Given the recent advances in data analytics technology, these findings point to a limited recognition of the true value that data can deliver, and what impact it can have on the bottom line.

Businesses are already awash in mountains of information, not only from traditional data sources, but from new technologies such as social media and real-time customer feedback. Failure to tame these data dooms companies to making decisions based on “gut feel” rather than proven metrics.

But properly analyzed data can deliver insight into a wide range of key performance indicators. By shining a light on a company’s strengths and weaknesses, data analytics can help improve brand management and customer satisfaction, reduce third-party risk, enhance procurement practices, and even detect – and prevent – fraud and corruption.

Realizing these benefits, however, requires a new approach to differentiate between the “noise” and the data that are truly valuable. There are four key issues:

Technology: Given the challenges of system integration among many organizations, it’s no wonder executives fear the costs associated with big data initiatives. But it is not always necessary to invest in new systems and tools. It is about making better use of existing technologies. By blending old-world business intelligence with new-world big data, a company can pull only the information needed for effective decision making.

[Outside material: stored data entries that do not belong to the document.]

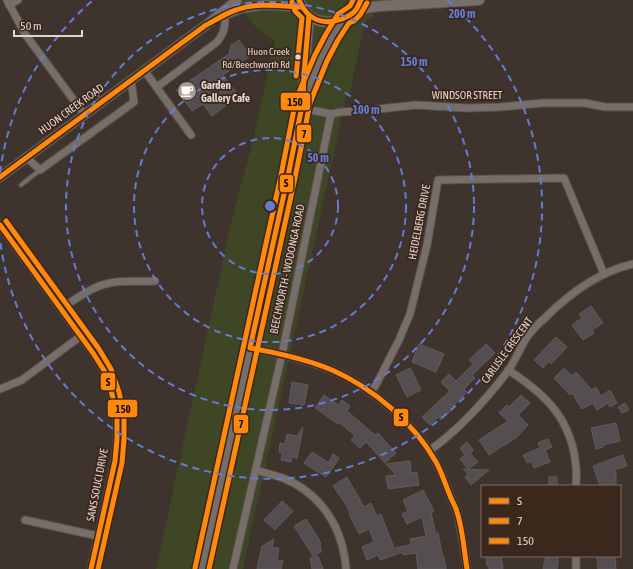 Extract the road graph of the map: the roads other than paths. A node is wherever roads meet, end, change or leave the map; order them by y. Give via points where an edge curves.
1 (18, 0) edge
2 (237, 0) edge
3 (361, 0) edge
4 (479, 0) edge
5 (8, 2) edge
6 (300, 3) edge
7 (355, 11) junction
8 (225, 15) junction
9 (309, 16) junction
10 (344, 18) junction
11 (206, 25) junction
12 (144, 70) junction
13 (131, 80) junction
14 (157, 87) junction
15 (302, 105) junction
16 (633, 107) edge
17 (84, 114) junction
18 (332, 114) junction
19 (191, 135) dead end
20 (26, 157) junction
21 (40, 170) junction
22 (0, 177) edge
23 (21, 185) dead end
24 (0, 225) edge
25 (633, 264) edge
26 (604, 274) junction
27 (155, 281) dead end
28 (62, 308) junction
29 (81, 336) junction
30 (250, 348) junction
31 (282, 354) junction
32 (508, 370) junction
33 (0, 389) edge
34 (371, 392) junction
35 (429, 451) junction
36 (256, 470) junction
37 (576, 485) edge
38 (25, 520) dead end
39 (98, 536) junction
40 (576, 557) edge
41 (91, 569) edge
42 (202, 569) edge
43 (233, 569) edge
44 (346, 569) edge
45 (467, 569) edge
46 (576, 569) edge

1 - 5 street
2 - 11 street, HUON CREEK ROAD
3 - 7 main road
4 - 7 main road via 376,6
5 - 17 street via 26,34
6 - 8 street, HUON CREEK ROAD via 242,8
6 - 9 main road
7 - 10 main road
8 - 11 street, HUON CREEK ROAD
8 - 14 street via 225,28 217,42
9 - 10 main road via 326,22
9 - 15 main road, BEECHWORTH - WODONGA ROAD
10 - 15 main road, BEECHWORTH - WODONGA ROAD via 321,58
11 - 12 street, HUON CREEK ROAD
12 - 13 street, HUON CREEK ROAD
12 - 14 street
13 - 17 street, HUON CREEK ROAD
13 - 21 street via 134,102
14 - 19 street
15 - 18 street, WINDSOR STREET
15 - 30 main road, BEECHWORTH - WODONGA ROAD
16 - 18 street, WINDSOR STREET via 605,107 585,103 466,108 416,105
17 - 20 street, HUON CREEK ROAD
18 - 31 street, BEECHWORTH - WODONGA ROAD
20 - 21 street
20 - 22 street, HUON CREEK ROAD
21 - 23 lane
24 - 28 street, SANS SOUCI DRIVE
25 - 26 street, CARLISLE CRESCENT
26 - 32 street, CARLISLE CRESCENT via 573,292 551,311 527,337
26 - 34 street, HEIDELBERG DRIVE via 564,178 438,180 410,314 400,340
27 - 28 street via 101,285
28 - 29 street, SANS SOUCI DRIVE
29 - 33 street via 22,380
29 - 39 street, SANS SOUCI DRIVE via 105,372 117,416 115,461
30 - 31 street
30 - 42 main road, BEECHWORTH - WODONGA ROAD
31 - 34 street via 333,371
31 - 36 street, BEECHWORTH - WODONGA ROAD
32 - 35 street, CARLISLE CRESCENT via 482,403
32 - 37 street via 529,383 549,401 560,416 574,453
34 - 35 street via 414,431
35 - 45 street via 456,512
36 - 43 street, BEECHWORTH - WODONGA ROAD
36 - 44 street via 282,478 313,496 330,516 337,530 343,546
38 - 39 street
39 - 41 street, SANS SOUCI DRIVE
40 - 46 street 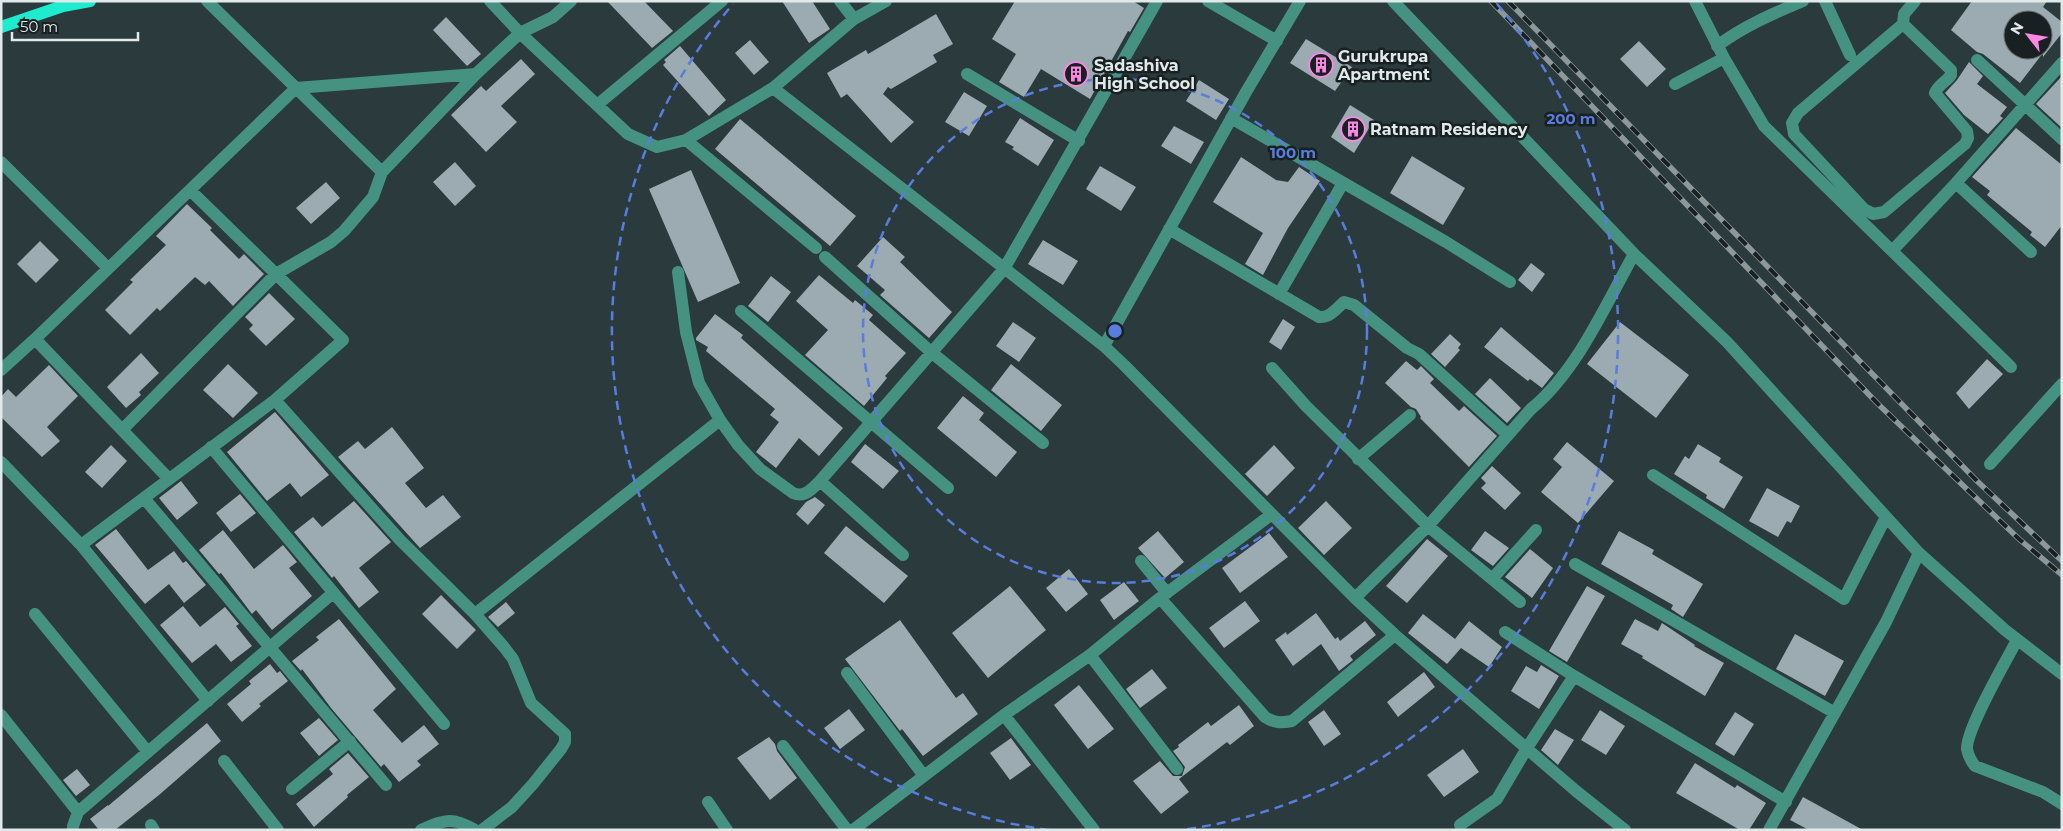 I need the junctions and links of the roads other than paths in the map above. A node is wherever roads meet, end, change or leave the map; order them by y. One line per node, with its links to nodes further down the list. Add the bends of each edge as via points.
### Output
1 (90, 1): 16 (main road)
2 (206, 1): 30 (street)
3 (490, 1): 20 (street)
4 (571, 1): 20 (street, via 553,17)
5 (722, 1): 33 (street)
6 (840, 1): 17 (street)
7 (886, 1): 17 (street)
8 (1157, 1): 37 (street)
9 (1208, 1): 21 (street)
10 (1300, 1): 21 (street)
11 (1393, 1): 46 (street)
12 (1695, 1): 22 (street)
13 (1802, 1): 22 (street, via 1740,29)
14 (1825, 1): 23 (street)
15 (1915, 1): 18 (street, via 1904,14)
16 (61, 3): 19 (main road)
17 (854, 19): 31 (street)
18 (1903, 24): 18 (street, via 1798,113 1792,123 1794,134 1864,209 1873,214 1884,212 1968,138 1967,131 1934,93 1952,75 1951,70)
19 (1, 27)
20 (520, 33): 27 (street); 33 (street)
21 (1277, 41): 34 (street)
22 (1717, 46): 24 (street)
23 (1850, 55)
24 (1724, 58): 29 (street); 44 (street, via 1764,126)
25 (1977, 60): 32 (street)
26 (2062, 63): 32 (street)
27 (476, 74): 30 (street); 39 (street)
28 (967, 74): 37 (street)
29 (1675, 84)
30 (296, 88): 39 (street); 42 (street)
31 (773, 88): 36 (street); 48 (street)
32 (2025, 104): 35 (street); 41 (street)
33 (597, 105): 36 (street, via 628,134 657,147)
34 (1232, 118): 40 (street); 43 (street)
35 (2062, 139)
36 (686, 140): 56 (street, via 820,252)
37 (1079, 140): 48 (street)
38 (1, 162): 47 (street)
39 (382, 172): 50 (street, via 373,197 344,231)
40 (1343, 183): 51 (street); 52 (street)
41 (1956, 183): 44 (street); 45 (street)
42 (190, 190): 47 (street); 50 (street)
43 (1169, 229): 52 (street); 55 (street)
44 (1892, 251): 57 (street)
45 (2031, 252)
46 (1634, 254): 66 (street, via 1563,375); 78 (street, via 1727,342)
47 (108, 268): 54 (street)
48 (1004, 270): 55 (street); 56 (street)
49 (678, 272): 63 (street, via 686,332 699,383)
50 (276, 274): 61 (street, via 344,340); 65 (street)
51 (1510, 282)
52 (1279, 294): 66 (street, via 1319,317 1332,313 1344,302 1354,305 1419,354)
53 (741, 311): 64 (street)
54 (35, 339): 59 (street); 65 (street)
55 (1104, 346): 77 (street)
56 (931, 352): 64 (street); 67 (street)
57 (2011, 367)
58 (1272, 368): 69 (street)
59 (1, 370)
60 (2062, 384): 71 (street)
61 (275, 400): 68 (street); 92 (street, via 400,540)
62 (1410, 415): 69 (street)
63 (720, 420): 74 (street, via 760,468 793,493 804,494); 92 (street)
64 (870, 422): 74 (street); 75 (street)
65 (122, 430): 73 (street)
66 (1508, 434): 79 (street)
67 (1044, 443)
68 (211, 447): 73 (street); 87 (street)
69 (1358, 459): 79 (street)
70 (1, 462): 81 (street)
71 (1990, 464)
72 (1653, 475): 78 (street, via 1844,599)
73 (169, 479): 76 (street)
74 (820, 481): 83 (street)
75 (948, 488)
76 (144, 498): 81 (street); 96 (street)
77 (1272, 514): 88 (street); 89 (street)
78 (1886, 517): 82 (street)
79 (1428, 526): 86 (street); 89 (street)
80 (1536, 530): 86 (street)
81 (81, 545): 101 (street)
82 (1919, 553): 95 (street); 102 (street, via 1886,622)
83 (903, 554)
84 (1141, 562): 88 (street)
85 (1575, 564): 102 (street)
86 (1492, 579): 90 (street)
87 (333, 593): 96 (street); 105 (street)
88 (1164, 596): 94 (street, via 1265,717 1273,722 1292,721); 97 (street)
89 (1355, 598): 94 (street)
90 (1520, 602)
91 (35, 614): 109 (street)
92 (475, 614): 124 (street, via 513,659 531,703 565,734 562,749 540,777 512,807)
93 (1505, 632): 100 (street)
94 (1395, 636): 108 (street)
95 (2017, 640): 99 (street); 117 (street, via 1977,717 1967,749 1975,766 2043,792)
96 (270, 647): 101 (street); 106 (street)
97 (1090, 656): 104 (street); 111 (street)
98 (847, 673): 112 (street)
99 (2062, 674)
100 (1574, 676): 108 (street); 116 (street)
101 (208, 701): 109 (street)
102 (1835, 713): 116 (street)
103 (1, 715): 118 (street)
104 (1004, 715): 112 (street); 128 (street)
105 (444, 724)
106 (350, 741): 113 (street); 114 (street)
107 (783, 746): 126 (street)
108 (1526, 748): 119 (street, via 1497,799); 129 (street)
109 (148, 752): 118 (street)
110 (224, 762): 121 (street)
111 (1177, 769)
112 (924, 776): 127 (street)
113 (386, 785)
114 (292, 789)
115 (708, 802): 125 (street)
116 (1786, 802): 130 (street)
117 (2062, 804)
118 (78, 812): 120 (street)
119 (1460, 825)
120 (73, 830)
121 (278, 830)
122 (422, 830): 123 (street, via 444,820 464,823)
123 (475, 830)
124 (482, 830)
125 (727, 830)
126 (847, 830)
127 (853, 830)
128 (1094, 830)
129 (1625, 830)
130 (1769, 830)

Data: Companies often think only of transactional or financial data, customer data or website statistics. The truth, however, is much broader. Data analytics can provide insight into the metrics most likely to affect corporate performance – from products, services and marketing programs to financial plans, supply chains, transactions and employees.

People: Before a big data program can work, companies need to identify the people within the organization who can most benefit from specific analytical insights and provide them with the training they need to use that data effectively.

Culture: Moving from gut-feel decision making to a data-driven mindset often requires a cultural shift. But as a work force becomes more analytical, it will be easier to identify and resolve business challenges.

As many companies have discovered to their detriment, rushing into a big data project – particularly a pure IT-led one without key performance metrics or indicators – can be a losing proposition. However, ignoring data analytics poses an equivalent threat: Missed opportunities. To avoid getting lost in the sheer volume of data created, received and accessed daily, companies need to adopt a road map to address their competitive needs, systems requirements, cultural changes and an effective governance structure. This enables an organization to reap the benefits.

Dominic Jaar is the national leader of KPMG’s information management services practice.